Cotton Cheesecake Cupcakes to Wow Your Guests Recipe

Introduction

These Cotton Cheesecake Cupcakes are light, fluffy, and creamy—perfect for impressing guests with a delicate dessert. Combining the richness of cheesecake with the softness of a cupcake, they offer a wonderful twist on classic favorites.

This image shows a close-up of six small yellow sponge cakes on a white plate, placed on a white marbled surface. The front cake is cut in half horizontally, filled with a thick layer of white whipped cream in the middle. The sponge cake top layers are a light golden brown with a soft, slightly crumbly texture and are dusted evenly with powdered sugar. The other five whole cakes in the background have the same golden tops with powdered sugar but no visible filling. The cakes are arranged closely together, creating a soft and inviting look. Photo taken with an iphone --ar 4:5 --v 7

Ingredients

  • 8 oz Cream Cheese (Use dairy-free cream cheese for a dairy-free option)
  • 1 cup Sugar
  • 1/2 cup Milk (Almond milk can be used for a dairy-free option)
  • 1/4 cup Unsalted Butter
  • 6 large Egg Yolks
  • 6 large Egg Whites (Whipped to soft peaks)
  • 3/4 cup All-Purpose Flour (Use gluten-free flour for a gluten-free version)
  • 1/4 teaspoon Salt
  • 1/4 cup Cocoa Powder (For a chocolate twist)
  • 1 cup Mashed Bananas or Applesauce (For added moisture)
  • 1/2 cup Chopped Nuts
  • 1/4 teaspoon Cayenne Pepper (For a surprising kick)

Instructions

  1. Step 1: Preheat your oven to 320°F (160°C) and line a muffin tin with cupcake liners.
  2. Step 2: In a large bowl, combine the cream cheese, sugar, milk, and butter.
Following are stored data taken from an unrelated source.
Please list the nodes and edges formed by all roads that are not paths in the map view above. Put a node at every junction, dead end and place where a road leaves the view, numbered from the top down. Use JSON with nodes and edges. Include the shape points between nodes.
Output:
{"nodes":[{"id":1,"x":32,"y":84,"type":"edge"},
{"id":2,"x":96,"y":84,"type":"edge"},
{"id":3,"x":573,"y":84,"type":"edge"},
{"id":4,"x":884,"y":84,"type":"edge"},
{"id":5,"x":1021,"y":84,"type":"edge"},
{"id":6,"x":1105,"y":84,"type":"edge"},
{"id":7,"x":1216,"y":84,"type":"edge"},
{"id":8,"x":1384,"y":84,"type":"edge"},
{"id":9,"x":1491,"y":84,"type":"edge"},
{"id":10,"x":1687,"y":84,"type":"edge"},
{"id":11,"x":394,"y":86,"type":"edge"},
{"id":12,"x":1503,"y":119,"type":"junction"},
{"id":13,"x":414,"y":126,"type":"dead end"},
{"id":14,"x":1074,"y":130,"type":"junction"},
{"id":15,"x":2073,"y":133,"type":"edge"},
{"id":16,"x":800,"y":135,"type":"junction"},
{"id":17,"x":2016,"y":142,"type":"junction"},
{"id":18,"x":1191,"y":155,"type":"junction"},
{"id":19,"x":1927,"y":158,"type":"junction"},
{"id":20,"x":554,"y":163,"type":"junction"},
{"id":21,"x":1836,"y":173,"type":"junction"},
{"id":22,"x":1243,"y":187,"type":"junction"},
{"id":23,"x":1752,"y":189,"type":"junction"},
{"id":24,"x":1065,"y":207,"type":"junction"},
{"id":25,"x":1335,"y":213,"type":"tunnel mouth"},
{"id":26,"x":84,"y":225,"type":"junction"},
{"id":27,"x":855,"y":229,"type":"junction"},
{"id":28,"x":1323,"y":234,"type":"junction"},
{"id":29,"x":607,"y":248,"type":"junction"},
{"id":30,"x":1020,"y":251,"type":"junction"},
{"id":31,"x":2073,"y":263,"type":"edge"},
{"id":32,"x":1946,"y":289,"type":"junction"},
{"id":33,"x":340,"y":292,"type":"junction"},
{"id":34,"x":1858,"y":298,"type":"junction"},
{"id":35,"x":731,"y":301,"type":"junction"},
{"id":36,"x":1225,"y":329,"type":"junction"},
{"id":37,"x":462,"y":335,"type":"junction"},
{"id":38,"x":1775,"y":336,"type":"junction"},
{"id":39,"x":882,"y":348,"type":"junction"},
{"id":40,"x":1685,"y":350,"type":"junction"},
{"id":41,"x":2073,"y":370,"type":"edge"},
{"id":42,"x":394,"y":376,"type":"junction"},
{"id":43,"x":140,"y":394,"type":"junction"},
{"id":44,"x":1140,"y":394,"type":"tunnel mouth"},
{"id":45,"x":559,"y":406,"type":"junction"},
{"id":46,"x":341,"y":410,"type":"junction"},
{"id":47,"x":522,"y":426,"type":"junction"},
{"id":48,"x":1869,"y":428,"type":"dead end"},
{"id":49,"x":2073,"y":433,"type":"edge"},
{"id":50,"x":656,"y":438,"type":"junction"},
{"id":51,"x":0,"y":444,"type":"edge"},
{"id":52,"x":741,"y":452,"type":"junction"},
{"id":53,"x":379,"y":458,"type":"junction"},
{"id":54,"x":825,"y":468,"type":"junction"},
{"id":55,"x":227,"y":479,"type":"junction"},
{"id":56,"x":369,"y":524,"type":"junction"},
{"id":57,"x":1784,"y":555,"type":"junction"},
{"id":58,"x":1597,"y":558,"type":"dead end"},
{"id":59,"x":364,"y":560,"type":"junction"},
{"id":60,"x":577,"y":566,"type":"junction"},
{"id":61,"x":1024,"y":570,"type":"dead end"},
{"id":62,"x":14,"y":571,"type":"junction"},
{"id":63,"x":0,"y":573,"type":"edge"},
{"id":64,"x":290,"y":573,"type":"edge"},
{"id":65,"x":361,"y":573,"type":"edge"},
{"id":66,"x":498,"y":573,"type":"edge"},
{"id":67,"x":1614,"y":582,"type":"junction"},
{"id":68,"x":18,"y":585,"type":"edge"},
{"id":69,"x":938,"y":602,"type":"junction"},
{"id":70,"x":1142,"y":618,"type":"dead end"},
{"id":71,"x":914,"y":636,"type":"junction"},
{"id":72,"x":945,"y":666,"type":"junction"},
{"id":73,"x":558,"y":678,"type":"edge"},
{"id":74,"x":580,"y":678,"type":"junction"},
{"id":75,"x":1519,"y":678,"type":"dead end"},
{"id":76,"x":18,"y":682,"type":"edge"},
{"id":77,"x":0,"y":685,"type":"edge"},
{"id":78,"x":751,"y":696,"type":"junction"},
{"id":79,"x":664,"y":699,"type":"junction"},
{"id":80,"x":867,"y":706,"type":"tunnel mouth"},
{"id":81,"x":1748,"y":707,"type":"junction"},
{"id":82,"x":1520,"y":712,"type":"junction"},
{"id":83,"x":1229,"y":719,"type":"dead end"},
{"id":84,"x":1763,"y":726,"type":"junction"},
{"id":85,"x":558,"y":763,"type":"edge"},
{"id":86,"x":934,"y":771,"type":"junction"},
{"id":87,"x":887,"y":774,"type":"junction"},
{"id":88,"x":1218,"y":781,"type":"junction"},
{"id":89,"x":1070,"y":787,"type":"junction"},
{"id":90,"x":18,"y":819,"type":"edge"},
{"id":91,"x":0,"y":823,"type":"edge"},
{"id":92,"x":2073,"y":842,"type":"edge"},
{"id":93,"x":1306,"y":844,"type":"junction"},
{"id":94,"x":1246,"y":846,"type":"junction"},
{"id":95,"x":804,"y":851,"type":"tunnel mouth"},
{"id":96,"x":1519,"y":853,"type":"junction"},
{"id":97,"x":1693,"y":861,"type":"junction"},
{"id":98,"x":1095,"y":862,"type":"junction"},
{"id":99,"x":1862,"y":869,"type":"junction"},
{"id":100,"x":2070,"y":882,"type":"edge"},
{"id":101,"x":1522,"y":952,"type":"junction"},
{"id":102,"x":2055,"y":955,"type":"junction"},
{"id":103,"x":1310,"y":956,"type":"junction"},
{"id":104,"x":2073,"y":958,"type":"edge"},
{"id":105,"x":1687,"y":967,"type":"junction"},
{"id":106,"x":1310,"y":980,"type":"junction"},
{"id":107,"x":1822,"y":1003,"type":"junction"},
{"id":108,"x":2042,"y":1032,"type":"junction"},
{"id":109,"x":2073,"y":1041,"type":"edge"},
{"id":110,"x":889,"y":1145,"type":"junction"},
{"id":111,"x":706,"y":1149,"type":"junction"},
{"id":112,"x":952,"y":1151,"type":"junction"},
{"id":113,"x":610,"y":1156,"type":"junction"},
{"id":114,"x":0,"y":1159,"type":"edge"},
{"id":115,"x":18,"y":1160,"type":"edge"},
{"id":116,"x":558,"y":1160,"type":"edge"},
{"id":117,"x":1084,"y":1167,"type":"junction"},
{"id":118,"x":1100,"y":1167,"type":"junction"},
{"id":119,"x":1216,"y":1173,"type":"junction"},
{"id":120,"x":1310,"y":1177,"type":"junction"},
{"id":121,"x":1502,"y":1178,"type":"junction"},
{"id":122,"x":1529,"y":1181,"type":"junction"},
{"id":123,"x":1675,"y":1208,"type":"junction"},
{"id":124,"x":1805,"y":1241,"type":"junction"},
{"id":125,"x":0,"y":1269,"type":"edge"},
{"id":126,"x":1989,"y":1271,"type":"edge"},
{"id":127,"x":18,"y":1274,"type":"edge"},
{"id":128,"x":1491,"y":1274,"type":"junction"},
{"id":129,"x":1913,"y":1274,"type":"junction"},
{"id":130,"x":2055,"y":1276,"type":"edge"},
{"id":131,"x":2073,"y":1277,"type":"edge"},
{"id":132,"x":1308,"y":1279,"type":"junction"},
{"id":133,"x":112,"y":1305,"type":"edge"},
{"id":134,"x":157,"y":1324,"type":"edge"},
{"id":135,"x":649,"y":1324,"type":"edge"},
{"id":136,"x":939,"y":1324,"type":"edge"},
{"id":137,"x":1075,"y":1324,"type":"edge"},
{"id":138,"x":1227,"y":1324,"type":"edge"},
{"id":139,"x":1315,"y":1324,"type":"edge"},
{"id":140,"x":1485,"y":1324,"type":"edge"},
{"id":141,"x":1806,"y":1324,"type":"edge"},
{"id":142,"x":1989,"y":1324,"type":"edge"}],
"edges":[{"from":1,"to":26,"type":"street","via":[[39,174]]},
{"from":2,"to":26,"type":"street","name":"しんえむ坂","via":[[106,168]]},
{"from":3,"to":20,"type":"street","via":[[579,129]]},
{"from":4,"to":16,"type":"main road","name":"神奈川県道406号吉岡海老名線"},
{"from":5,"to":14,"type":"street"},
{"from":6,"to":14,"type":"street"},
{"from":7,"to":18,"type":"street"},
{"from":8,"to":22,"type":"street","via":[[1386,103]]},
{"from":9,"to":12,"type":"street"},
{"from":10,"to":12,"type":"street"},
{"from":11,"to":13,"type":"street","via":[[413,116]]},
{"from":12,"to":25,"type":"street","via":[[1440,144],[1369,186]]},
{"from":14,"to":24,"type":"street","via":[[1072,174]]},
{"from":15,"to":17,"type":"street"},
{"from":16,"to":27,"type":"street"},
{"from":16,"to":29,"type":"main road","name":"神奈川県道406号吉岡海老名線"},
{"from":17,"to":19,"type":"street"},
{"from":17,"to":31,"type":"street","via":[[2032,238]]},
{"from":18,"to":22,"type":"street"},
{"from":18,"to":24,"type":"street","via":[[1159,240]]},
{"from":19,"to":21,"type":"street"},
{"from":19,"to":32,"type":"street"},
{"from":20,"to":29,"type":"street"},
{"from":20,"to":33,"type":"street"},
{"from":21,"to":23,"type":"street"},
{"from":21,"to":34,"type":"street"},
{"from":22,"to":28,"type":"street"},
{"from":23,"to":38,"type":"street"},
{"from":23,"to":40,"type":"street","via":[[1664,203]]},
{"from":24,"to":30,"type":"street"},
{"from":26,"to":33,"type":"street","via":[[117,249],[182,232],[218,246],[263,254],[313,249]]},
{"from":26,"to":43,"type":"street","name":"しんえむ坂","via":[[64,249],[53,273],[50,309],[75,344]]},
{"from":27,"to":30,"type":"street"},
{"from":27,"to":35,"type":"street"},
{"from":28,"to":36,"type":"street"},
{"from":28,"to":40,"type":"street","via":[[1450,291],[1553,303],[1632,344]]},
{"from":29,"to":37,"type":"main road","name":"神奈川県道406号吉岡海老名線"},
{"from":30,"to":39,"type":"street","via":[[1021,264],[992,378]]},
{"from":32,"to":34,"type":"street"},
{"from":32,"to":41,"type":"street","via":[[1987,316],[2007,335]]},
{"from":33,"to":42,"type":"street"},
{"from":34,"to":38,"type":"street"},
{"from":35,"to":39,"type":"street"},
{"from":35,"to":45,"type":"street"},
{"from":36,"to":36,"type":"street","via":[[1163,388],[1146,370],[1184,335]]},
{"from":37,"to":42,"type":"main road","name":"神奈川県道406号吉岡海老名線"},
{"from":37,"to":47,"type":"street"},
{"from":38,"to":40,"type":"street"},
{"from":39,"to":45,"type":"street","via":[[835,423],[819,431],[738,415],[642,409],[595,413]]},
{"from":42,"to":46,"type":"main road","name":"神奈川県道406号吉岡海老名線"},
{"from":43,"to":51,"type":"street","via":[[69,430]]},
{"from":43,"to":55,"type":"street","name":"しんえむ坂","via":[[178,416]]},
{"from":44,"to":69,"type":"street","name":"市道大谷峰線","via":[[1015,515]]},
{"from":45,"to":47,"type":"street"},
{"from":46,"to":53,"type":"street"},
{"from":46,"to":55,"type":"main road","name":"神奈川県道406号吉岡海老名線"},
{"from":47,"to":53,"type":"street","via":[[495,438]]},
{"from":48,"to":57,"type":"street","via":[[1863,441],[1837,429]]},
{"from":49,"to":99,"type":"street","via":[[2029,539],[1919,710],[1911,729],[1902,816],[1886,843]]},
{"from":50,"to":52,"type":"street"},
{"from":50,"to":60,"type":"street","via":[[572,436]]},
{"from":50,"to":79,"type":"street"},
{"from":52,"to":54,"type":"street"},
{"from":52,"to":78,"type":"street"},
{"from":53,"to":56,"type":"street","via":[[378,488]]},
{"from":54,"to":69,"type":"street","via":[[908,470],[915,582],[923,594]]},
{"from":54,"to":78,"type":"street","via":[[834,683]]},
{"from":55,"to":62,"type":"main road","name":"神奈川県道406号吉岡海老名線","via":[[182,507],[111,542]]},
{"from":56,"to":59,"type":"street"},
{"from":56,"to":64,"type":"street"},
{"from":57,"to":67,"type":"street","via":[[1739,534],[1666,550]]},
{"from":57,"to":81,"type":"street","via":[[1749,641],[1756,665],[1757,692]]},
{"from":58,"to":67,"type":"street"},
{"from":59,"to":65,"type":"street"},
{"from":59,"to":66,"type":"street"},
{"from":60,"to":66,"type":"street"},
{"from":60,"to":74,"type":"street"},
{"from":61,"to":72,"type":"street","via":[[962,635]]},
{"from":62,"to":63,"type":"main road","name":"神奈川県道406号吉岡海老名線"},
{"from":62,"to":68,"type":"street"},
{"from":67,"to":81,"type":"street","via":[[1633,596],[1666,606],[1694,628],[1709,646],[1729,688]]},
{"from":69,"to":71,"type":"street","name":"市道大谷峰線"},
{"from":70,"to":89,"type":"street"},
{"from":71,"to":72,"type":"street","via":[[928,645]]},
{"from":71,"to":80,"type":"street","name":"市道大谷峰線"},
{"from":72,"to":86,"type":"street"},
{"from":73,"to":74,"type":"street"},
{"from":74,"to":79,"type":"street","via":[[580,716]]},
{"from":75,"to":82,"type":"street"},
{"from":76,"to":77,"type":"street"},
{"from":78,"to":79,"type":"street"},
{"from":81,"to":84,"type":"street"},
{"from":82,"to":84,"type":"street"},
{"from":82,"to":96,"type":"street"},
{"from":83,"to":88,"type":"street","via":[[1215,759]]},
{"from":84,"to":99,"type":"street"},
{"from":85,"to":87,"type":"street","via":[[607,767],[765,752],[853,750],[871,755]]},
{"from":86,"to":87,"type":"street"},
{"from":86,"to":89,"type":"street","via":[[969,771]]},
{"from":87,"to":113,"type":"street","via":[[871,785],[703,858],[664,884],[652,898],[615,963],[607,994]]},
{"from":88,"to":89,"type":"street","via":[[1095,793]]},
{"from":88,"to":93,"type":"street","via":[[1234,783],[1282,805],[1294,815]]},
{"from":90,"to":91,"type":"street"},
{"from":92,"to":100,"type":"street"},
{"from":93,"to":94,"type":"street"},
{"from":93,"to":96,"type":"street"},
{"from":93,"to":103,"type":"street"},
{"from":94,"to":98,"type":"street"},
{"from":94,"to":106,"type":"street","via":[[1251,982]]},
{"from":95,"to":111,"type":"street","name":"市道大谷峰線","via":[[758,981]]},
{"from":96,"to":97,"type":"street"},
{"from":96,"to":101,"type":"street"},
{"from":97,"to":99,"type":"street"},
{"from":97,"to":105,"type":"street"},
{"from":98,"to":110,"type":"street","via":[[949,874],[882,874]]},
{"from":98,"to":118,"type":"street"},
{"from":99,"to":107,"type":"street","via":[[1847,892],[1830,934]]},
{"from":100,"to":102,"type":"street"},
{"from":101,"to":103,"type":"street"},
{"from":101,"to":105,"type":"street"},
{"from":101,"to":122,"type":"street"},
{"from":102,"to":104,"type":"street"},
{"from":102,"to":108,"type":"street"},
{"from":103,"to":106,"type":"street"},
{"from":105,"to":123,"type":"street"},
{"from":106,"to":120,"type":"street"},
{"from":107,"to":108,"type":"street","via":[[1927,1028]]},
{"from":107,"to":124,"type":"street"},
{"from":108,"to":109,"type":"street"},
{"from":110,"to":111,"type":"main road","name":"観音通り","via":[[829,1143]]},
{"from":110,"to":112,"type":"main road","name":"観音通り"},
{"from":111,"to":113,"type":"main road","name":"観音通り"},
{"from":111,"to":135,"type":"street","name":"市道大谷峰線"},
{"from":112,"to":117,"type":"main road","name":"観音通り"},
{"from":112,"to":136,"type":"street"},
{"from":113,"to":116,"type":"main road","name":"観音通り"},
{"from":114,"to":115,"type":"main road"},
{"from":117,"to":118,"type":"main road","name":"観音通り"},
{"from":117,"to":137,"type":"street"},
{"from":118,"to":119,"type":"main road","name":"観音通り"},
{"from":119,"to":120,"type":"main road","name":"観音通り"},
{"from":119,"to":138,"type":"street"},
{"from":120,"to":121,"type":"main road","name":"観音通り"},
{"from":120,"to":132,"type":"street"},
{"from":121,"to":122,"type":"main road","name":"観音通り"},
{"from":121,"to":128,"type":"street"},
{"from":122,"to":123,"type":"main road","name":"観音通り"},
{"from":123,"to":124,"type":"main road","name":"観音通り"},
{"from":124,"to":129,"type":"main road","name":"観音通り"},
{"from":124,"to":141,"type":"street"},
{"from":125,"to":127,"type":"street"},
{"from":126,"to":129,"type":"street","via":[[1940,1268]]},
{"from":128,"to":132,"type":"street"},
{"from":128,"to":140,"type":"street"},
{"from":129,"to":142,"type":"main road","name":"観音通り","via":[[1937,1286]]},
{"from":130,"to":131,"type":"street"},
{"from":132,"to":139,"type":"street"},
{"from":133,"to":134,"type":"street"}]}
Beat the mixture until smooth and creamy, about 3–4 minutes.
  3. Step 3: Add the egg yolks one at a time, mixing well for 2–3 minutes after each addition.
  4. Step 4: In a separate clean bowl, whip the egg whites until soft peaks form.
  5. Step 5: Gently fold the whipped egg whites into the cream cheese mixture in three additions, taking care not to deflate the batter.
  6. Step 6: Sift in the all-purpose flour and salt gradually, folding until just combined.
  7. Step 7: Fold in cocoa powder, mashed bananas or applesauce, chopped nuts, and cayenne pepper evenly throughout the batter.
  8. Step 8: Pour the batter into the prepared cupcake liners, filling each about two-thirds full.
  9. Step 9: Bake for 20–25 minutes until the tops are lightly golden and a toothpick inserted in the center comes out clean.
  10. Step 10: Let the cupcakes cool in the tin for 10 minutes before transferring them to a wire rack to cool completely.

Tips & Variations

  • For a dairy-free version, substitute cream cheese and milk with your preferred plant-based alternatives.
  • Gluten-free flour works well in this recipe—just be sure to use a blend suitable for baking.
  • Add a teaspoon of vanilla extract for extra flavor.
  • Try swapping the nuts for chocolate chips or dried fruit to change the texture and taste.
  • Reduce or omit cayenne pepper if you prefer a milder cupcake.

Storage

Store the cupcakes in an airtight container in the refrigerator for up to 4 days. Let them come to room temperature before serving, or warm gently in the microwave for 10-15 seconds. For longer storage, they can be frozen for up to 1 month; thaw overnight in the refrigerator.

How to Serve

A close-up of a small cupcake cut in half and filled with white cream in the middle, topped with powdered sugar. The cupcake has a soft, light yellow cake layer on top and bottom, with the white cream layer sandwiched inside. The texture of the cake looks moist and fluffy, and the powdered sugar on top gives it a snowy look. The cupcake sits on a white plate with similar cupcakes blurred in the background, all on a white marbled surface. Photo taken with an iphone --ar 4:5 --v 7

Serve this delicious recipe with your favorite sides.

FAQs

Can I make these cupcakes ahead of time?

Yes, you can prepare the batter ahead but bake just before serving for the best texture. Once baked, store cooled cupcakes in the refrigerator or freezer as needed.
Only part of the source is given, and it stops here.